Return only those lines of the listing in which "roads" appears.
[MATERIAL FOR THIS EXERCISE]
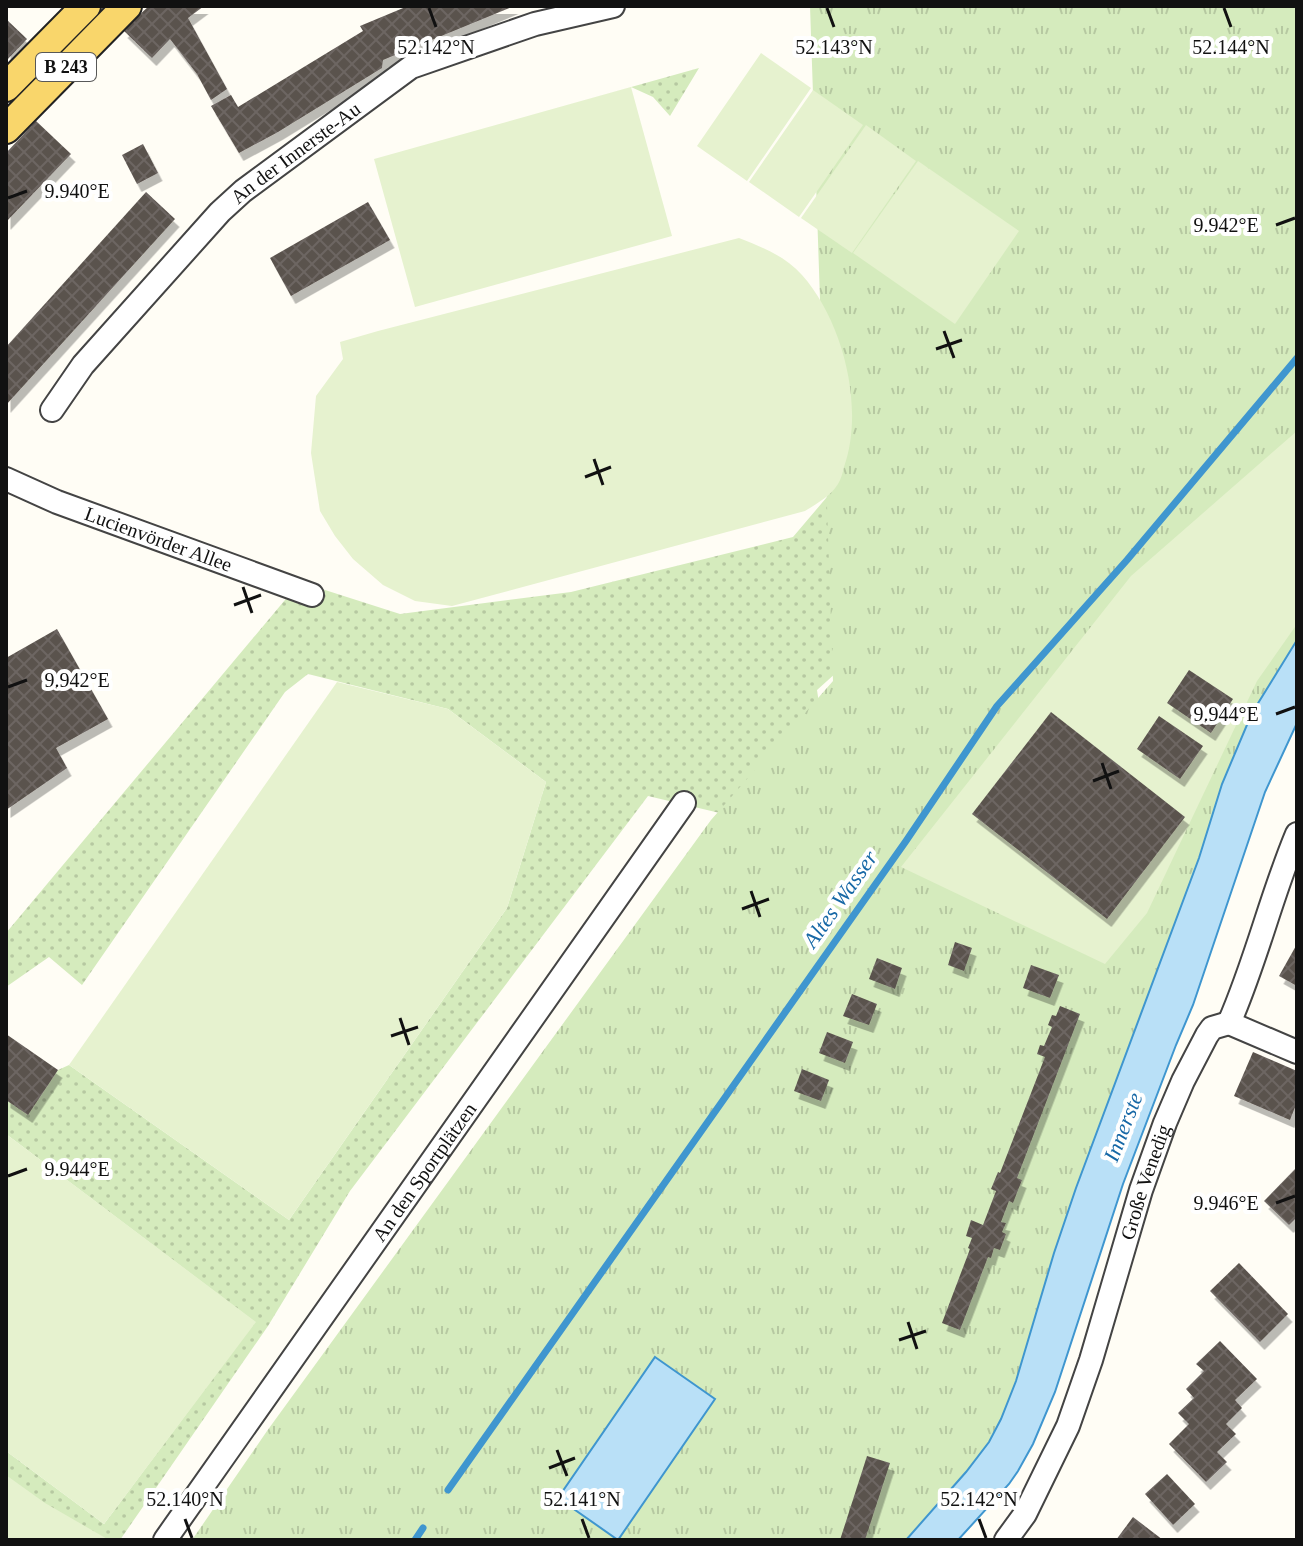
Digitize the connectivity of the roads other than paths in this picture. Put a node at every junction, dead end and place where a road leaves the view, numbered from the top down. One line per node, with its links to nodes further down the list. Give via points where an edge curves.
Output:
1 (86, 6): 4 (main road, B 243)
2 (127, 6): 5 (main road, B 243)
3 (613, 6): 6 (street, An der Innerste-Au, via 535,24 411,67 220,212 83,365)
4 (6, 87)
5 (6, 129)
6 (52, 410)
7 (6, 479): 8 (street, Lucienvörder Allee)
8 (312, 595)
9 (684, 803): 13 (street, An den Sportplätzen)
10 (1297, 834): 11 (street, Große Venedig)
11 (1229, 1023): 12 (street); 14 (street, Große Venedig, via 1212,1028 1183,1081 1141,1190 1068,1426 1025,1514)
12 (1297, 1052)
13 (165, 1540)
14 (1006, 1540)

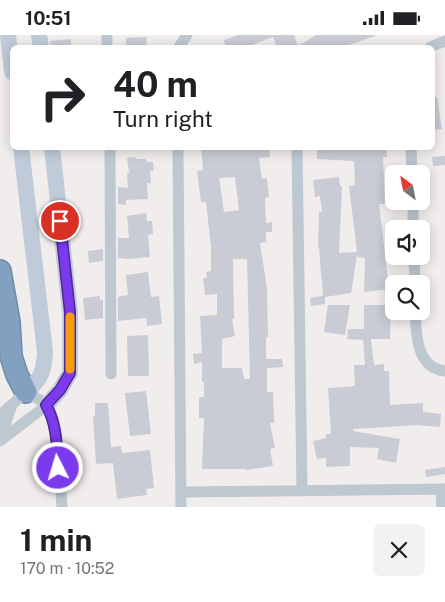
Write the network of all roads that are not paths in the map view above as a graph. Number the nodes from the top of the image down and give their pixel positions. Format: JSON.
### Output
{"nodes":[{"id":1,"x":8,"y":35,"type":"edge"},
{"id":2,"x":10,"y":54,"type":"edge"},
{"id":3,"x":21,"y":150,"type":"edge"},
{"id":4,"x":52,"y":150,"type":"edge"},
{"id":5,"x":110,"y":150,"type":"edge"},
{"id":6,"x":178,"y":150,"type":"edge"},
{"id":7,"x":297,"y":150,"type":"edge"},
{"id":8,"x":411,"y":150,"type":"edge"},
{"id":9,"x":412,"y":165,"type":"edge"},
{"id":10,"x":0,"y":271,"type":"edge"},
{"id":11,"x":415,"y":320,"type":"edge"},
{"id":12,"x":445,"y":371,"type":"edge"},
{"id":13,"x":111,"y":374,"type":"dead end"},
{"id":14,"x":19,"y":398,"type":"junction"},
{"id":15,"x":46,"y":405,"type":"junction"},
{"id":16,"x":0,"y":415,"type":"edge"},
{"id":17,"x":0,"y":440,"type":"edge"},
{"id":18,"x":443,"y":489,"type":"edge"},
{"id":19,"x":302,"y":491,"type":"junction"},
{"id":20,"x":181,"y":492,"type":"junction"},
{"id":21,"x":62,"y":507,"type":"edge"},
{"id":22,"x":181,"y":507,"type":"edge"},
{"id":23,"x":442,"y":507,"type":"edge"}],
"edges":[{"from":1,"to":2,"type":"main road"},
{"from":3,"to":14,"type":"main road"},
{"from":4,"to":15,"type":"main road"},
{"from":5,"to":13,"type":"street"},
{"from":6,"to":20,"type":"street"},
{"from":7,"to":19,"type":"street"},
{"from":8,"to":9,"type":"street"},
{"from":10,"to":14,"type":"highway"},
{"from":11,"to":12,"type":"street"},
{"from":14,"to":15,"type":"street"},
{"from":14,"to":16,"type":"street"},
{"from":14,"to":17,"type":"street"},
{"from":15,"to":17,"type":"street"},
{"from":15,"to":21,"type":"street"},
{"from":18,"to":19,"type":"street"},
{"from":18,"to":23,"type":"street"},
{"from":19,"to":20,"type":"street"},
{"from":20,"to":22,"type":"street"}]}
[/MATERIAL FOR THIS EXERCISE]
**RESPONSE FOR THIS EXERCISE:**
Digitize the connectivity of the roads other than paths in this picture. Put a node at every junction, dead end and place where a road leaves the view, numbered from the top down. One line per node, with its links to nodes further down the list. Give via points where an edge curves.
Write the network of all roads that are not paths in the map view above as a graph. Number the nodes from the top of the image down and give their pixel positions. Format: JSON.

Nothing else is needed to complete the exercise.